It’s the beginning of what will surely be another big week in the history of Saab Automobile. I think I can speak for colleagues here at Saab and say that we’ve seen some wonderful things in the last few weeks – the support and happiness of people attending the dealer tours, as well as the recent and spontaneous gestures of support on several other fronts as well. We truly appreciate it.
I just wanted to quickly refer back to something that I wrote last week in a post called Waiting.
There’s no reason why Saab Automobile has to succumb to the circumstances that have plagued it this year. As I mentioned a few days ago, Ford managed to get a similar deal done to give Volvo a future. I think it can be done here, too. We still have a lot of very good reasons to be here in this industry. If there is goodwill in the room, there will be a way to work this out with an agreement that will work for all concerned.

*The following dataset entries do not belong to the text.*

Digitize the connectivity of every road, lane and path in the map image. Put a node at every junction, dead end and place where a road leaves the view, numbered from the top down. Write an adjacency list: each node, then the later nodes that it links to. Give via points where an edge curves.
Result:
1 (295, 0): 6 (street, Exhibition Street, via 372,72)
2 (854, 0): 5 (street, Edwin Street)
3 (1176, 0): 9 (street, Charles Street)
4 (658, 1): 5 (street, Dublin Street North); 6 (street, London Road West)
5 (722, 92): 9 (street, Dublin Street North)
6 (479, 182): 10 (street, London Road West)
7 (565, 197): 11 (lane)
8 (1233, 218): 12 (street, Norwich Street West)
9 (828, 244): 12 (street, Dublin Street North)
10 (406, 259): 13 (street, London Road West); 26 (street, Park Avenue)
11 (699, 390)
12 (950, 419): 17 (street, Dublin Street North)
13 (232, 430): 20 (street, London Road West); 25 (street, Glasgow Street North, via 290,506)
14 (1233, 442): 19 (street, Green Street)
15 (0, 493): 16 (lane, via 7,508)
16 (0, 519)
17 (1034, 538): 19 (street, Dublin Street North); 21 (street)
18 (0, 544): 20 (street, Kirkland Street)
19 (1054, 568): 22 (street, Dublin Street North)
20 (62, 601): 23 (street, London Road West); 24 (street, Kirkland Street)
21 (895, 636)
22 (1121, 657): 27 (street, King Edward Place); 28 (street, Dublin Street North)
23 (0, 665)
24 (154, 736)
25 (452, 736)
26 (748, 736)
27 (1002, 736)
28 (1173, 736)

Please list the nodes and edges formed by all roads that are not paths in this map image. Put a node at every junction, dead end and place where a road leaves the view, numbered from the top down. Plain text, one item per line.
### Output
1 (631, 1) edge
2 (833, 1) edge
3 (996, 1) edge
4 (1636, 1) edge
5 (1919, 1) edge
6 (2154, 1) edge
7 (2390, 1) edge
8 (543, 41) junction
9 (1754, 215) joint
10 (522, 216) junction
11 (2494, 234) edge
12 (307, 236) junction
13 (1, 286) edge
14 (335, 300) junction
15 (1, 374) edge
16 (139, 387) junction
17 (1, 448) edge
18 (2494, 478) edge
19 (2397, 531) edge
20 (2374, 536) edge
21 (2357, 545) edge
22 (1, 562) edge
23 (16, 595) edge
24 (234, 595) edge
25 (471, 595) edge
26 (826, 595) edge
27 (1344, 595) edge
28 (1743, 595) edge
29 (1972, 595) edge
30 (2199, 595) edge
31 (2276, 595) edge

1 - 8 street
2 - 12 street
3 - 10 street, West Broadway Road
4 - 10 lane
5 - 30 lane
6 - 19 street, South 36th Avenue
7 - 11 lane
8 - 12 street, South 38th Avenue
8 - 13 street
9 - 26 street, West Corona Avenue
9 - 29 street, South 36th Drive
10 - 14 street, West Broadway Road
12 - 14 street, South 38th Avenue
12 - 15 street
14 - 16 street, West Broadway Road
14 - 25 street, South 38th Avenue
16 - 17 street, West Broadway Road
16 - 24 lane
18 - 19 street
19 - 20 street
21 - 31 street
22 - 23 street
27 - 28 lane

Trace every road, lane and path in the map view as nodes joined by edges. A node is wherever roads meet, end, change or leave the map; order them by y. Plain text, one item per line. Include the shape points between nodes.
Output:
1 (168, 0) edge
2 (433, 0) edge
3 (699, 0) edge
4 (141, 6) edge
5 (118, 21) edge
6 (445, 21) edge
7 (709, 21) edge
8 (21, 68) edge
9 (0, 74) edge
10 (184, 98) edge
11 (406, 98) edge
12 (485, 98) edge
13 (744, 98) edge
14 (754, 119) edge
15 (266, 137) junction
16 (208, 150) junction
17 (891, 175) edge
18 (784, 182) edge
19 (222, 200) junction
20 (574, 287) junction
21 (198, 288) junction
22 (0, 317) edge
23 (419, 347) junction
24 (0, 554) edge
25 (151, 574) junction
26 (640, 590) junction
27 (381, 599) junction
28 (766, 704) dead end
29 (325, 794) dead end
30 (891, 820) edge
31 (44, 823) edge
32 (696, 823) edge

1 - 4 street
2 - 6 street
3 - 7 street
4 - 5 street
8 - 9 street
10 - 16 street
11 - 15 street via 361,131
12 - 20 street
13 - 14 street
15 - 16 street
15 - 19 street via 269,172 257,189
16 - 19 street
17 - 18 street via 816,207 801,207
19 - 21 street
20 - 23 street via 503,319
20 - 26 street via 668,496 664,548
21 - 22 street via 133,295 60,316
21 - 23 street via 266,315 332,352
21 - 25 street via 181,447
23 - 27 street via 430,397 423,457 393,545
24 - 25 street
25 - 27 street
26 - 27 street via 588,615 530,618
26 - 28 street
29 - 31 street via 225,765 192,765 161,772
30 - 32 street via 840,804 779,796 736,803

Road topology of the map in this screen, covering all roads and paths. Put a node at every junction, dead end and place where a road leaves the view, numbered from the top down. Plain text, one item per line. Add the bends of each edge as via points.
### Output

I’d now like to invite you to read the Editor-in-Chief of one of the most important newspapers in the automotive industry, Keith Crain from Automotive News:
….GM should look at how Ford handled the situation when it sold its Swedish company, Volvo. That seemed like a very civilized transfer, and Ford acted gentlemanly the whole time. That might be something GM should study.
I’m not playing favorites. But if Saab is to die, it should happen in the marketplace, not in some corporate boardroom without even a fair hearing.
We have no plans that include dying. We just want to bring our new vehicles to market and knock a few people’s socks off.
This week, Saab will have to try to extend its MoU with Chinese partners Youngman and Pang Da, as well as continuing negotiations with General Motors about what will constitute an acceptable deal in their eyes.
There is an important deadline looming with regard to our reconstruction procedure (on the 22nd), so time is precious.
As written above, I hope there is plenty of goodwill in the room. There has to be a way to work this out.